One thread of disappointment that was buzzing around social media was how quickly the chosen designs sold out online even before Fashion Star episode #3 was over. The speed that the designs were designated as "sold out" online is causing questions to be raised about whether online sales are being purposely restricted in order to push people into brick and mortar stores.
This, of course, doesn't make logical sense since Saks only has 46 stores in 22 states and H&M only has 233 stores in the U.S. So it is more likely that the retail chains were cautious about production, not knowing how viewers would respond to the show.
There's a lot of downside to creating demand for a product and then not having the supply to fill the demand. There is something to be said for fabricated scarcity, but customers who repeatedly walk away empty-handed will eventually stop trying and possibly walk away from the show with a bad feeling about a good brand, taking their own social media network with them.
Will Macy's, H&M and Saks respond to the Fashion Star shopper-viewers who clicked away empty-handed last night? They will if they don't want to lose viewership, they will if they don't want to disappoint customers, and they will if they really care. H&M is probably the only retailer that has the fast fashion infrastructure in place to restock sold out designs, but Macy's and Saks could at least provide their Fashion Star fans with an explanation that would serve to satisfy.
For H&M the biggest benefit of the show is in building the H&M brand image. Even though H&M is one of the world's largest retail chains, and was named as one of the Most Valuable Brands in the World, the first H&M store opened in New York just 12 years ago. So there are plenty of Fashion Star viewers who are getting acquainted with the H&M brand for the first time through the television show. While the H&M reputation for low prices is pretty well known, the "fashion and quality" part of the H&M chain is not so well known.
In week three of Fashion Star, already shopper-viewers have gotten a feel for which designs look and feel like H&M clothes. As buyer Nicole Christie's design purchases are clarifying the H&M brand identity, the shopper-viewers are identifying themselves as belonging to the H&M customer base as well. "If I like the designs that H&M buys, then I must like shopping at H&M. " This kind of brand identification is one of the best outcomes that any of the retailers could want from their Fashion Star exposure.
As the show moves forward, Macy's, H&M, and Saks representatives are going to have to infuse more customer relationship best practices into the infrastructure of the Fashion Star experience in order to exploit more of the show's potential. There are dimensions of customer service and retailing execution in Fashion Star that aren't usually a part of the television producing experience, unless you're a home shopping channel. Delight has to outweigh dissatisfaction in this kind of fast fashion platform if it's going to work in the long run for the retail chains that are an integral part of the program.
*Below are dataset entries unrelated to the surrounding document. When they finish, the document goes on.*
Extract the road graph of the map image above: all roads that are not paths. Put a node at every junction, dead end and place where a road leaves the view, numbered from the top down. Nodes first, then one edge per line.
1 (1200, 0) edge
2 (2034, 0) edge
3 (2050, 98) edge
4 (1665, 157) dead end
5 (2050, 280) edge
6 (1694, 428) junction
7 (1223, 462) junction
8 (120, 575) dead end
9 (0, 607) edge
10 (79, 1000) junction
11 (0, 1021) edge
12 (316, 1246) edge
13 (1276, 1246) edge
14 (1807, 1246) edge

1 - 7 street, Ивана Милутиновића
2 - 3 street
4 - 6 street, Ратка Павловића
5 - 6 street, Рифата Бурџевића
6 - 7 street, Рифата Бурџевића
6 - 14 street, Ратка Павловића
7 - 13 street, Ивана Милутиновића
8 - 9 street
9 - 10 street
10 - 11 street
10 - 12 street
Speaking of the long run... the show is probably not going to have one if it doesn't work on its formula. More clothes, less mentors. More designers, less mentors. More insight into buyer decision-making, less mentors. More cameras pointed at clothes, fewer runway distractions. More personality, less Elle McPherson.
The contrived star power hasn't helped the ratings, so air time might be better spent allowing the audience to get a personal connection with the designers and buyers, which is the foundation for shopper-viewer engagement. Personal connection and engagement is kind of the whole point of putting clothes and department stores on TV in the first place, isn't it? Actually, it should be the point, but so far it hasn't been the focal point of Fashion Star. For the sake of the unfulfilled potential of Fashion Star for both the retail chains and the NBC network, hopefully the producers will get the point soon.